Der Wiener Oberstleutnant Moritz Eisner (Harald Krassnitzer) und Majorin Bibi Fellner (Adele Neuhauser), die bei bei ihrem 31. gemeinsamen Einsatz auf ihre Kollegin Meret Schande (Christina Scherrer) verzichten müssen, bekommen es in diesem Austro-Tatort nämlich mit der georgischen Mafia zu tun – und mit der ist nicht zu spaßen. Geldwäsche, Menschenhandel, Drogen: das Übliche eben.
Die Geschichte dreht sich um den mächtigen Datviani-Clan: Einst nach dem Zerfall der Sowjetunion nach Österreich übergesiedelt, ist der studierte Clanchef Beka Datviani (Lasha Bakradze) mittlerweile der gewiefte und gefürchtete Kopf des Syndikats, sein Bruder Luka Datviani (Temiko Chichinadze) der Mann fürs Grobe. Einleitend wird Luka auf einem Nachtclub-Parkplatz erschossen – und geht es nach Eva Brunner (Zeynep Buyrac), der forschen Kollegin vom Wirtschaftsdezernat, ist auch sonnenklar, wer für seinen Tod verantwortlich ist: sein Bruder Beka.
Diese Schlussfolgerung präsentiert sie Eisner und Fellner nach zehn Minuten – die Geschichte ist damit allerdings nicht vorbei, sondern geht erst richtig los. Denn da ist ja noch Azra, die titelgebende Figur, die Eisner einleitend "puppit" und diesem Tatort so markant ihren Stempel aufdrückt, dass man sich wünschen würde, es möge nicht ihr letzter Auftritt im Wiener Fadenkreuzkrimi gewesen sein: Als verdeckte Ermittlerin in Tarnung einer Türsteherin im Clan eingeschleust, soll sie dem Bundeskriminalamt Beweise liefern, um Beka Datviani einzulochen. BKA gegen Beka.
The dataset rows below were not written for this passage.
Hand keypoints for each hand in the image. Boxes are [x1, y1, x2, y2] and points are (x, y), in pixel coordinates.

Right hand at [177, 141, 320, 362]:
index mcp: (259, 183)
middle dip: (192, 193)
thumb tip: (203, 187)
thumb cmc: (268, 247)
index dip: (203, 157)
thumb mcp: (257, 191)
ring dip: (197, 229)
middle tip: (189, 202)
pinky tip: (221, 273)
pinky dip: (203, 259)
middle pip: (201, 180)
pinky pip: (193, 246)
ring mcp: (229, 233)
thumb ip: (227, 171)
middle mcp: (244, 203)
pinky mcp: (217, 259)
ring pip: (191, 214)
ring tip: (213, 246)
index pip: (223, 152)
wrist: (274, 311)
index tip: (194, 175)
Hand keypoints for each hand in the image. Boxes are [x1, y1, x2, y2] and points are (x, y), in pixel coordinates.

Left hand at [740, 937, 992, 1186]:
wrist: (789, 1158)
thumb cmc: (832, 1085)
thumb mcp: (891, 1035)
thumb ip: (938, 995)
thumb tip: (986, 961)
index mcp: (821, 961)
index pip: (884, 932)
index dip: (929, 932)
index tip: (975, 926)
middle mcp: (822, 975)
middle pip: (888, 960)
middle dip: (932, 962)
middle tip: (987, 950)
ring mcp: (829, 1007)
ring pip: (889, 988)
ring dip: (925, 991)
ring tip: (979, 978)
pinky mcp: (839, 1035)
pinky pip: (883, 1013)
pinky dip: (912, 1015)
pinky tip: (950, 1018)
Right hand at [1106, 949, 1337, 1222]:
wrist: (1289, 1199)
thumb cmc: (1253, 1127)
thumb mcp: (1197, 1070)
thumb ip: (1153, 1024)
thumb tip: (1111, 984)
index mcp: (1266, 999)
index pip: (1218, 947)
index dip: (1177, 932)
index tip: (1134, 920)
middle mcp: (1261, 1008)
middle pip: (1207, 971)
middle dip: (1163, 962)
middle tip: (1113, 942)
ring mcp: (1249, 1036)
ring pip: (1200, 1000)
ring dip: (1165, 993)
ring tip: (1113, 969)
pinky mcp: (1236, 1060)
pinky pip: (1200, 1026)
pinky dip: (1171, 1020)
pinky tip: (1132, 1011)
Die reizvolle Zusammenarbeit mit der frechen Azra (überragend: Mariam Hage), die aus einer Junkiefamilie stammt und einst von Eisner als V-Frau angeworben wurde, dominiert die etwas hastig vorgetragene erste Filmhälfte – die in der Krimireihe so häufig zu beobachtenden, meist ermüdenden Grabenkämpfe zwischen den Dezernaten spart Drehbuchautorin Sarah Wassermair in ihrem ersten Tatort allerdings aus. Auf das Reingrätschen von Ernst Rauter (Hubert Kramar) verzichtet sie hingegen nicht: "Ernstl" weist Eisner und Fellner mit mahnendem Zeigefinger in die Schranken, vermag aber einmal mehr keinen Keil zwischen die beiden zu treiben.
RAUTER:Ich wüsste gern, was er tun muss, dass du ihn nicht mehr in Schutz nimmst.FELLNER:Sterben?
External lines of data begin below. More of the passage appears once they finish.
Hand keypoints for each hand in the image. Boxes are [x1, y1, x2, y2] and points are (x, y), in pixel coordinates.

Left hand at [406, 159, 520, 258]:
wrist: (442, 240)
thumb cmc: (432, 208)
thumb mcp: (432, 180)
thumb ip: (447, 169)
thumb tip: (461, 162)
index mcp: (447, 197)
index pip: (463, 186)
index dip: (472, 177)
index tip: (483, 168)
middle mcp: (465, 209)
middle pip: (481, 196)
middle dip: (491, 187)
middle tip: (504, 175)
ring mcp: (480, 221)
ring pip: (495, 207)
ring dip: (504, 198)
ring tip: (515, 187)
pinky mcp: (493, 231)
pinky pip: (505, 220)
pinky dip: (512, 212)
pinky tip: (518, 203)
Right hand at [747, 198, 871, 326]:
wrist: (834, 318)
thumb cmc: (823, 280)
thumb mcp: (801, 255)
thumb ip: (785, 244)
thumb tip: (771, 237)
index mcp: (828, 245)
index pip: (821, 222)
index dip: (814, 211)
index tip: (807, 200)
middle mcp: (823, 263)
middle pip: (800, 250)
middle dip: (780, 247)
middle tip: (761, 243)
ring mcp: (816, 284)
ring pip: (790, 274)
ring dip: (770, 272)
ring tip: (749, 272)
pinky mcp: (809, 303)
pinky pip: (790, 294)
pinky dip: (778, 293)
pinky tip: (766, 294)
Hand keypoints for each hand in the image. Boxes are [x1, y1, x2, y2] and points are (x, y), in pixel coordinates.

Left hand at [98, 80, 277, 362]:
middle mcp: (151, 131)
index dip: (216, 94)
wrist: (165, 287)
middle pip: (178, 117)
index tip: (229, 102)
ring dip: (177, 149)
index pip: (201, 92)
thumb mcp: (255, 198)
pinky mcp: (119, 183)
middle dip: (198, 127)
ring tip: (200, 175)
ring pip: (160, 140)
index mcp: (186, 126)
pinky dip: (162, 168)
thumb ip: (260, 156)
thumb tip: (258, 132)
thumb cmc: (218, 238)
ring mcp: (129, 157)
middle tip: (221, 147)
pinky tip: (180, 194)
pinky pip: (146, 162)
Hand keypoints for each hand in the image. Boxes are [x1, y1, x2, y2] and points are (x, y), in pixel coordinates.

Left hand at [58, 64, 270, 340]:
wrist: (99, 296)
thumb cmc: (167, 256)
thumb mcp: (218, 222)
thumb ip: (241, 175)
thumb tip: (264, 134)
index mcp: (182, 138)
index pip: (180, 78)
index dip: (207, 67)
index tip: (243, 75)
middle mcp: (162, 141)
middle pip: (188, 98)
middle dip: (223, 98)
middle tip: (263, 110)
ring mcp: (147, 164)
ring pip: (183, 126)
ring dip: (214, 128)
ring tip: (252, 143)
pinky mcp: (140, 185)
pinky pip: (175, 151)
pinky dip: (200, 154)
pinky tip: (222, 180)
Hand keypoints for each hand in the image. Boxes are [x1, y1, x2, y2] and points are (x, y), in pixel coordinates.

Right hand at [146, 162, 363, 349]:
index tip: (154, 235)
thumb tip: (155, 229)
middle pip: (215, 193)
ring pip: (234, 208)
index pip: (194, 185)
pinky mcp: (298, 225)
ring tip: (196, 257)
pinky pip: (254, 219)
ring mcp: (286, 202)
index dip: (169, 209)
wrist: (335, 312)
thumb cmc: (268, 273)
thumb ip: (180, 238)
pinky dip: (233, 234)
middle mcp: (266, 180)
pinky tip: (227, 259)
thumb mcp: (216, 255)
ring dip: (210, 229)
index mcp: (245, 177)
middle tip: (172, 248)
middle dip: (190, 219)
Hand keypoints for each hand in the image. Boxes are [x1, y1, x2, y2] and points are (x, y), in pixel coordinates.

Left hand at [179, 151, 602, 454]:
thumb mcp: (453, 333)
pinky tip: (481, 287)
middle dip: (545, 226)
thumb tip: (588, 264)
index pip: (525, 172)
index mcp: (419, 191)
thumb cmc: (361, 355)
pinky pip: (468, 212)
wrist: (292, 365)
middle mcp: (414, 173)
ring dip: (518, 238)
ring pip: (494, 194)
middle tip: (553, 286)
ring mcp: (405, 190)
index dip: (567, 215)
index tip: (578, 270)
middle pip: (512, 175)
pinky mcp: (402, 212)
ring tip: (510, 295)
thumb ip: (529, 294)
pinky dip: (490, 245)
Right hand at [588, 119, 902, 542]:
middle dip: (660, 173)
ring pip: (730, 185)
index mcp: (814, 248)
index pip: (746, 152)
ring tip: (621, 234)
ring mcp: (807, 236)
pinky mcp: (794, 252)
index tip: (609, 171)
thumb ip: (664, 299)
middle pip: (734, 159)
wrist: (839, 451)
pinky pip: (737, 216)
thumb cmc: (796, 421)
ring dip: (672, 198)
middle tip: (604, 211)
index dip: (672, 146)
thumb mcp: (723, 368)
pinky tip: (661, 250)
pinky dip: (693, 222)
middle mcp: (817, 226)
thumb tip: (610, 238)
Dass sich der Austro-Tatort im Milieu der organisierten Kriminalität glaubwürdig zu bewegen und spannende Krimis daraus zu stricken weiß, hat er in den Jahren zuvor schon häufig bewiesen – etwa in Pumpen, in Die Kunst des Krieges oder in Angezählt. In Wien gelingt den Filmemachern das besser als in anderen Tatort-Städten; zuletzt scheiterten etwa Zürich (mit Seilschaft) und Hamburg (mit Macht der Familie) an dieser Herausforderung.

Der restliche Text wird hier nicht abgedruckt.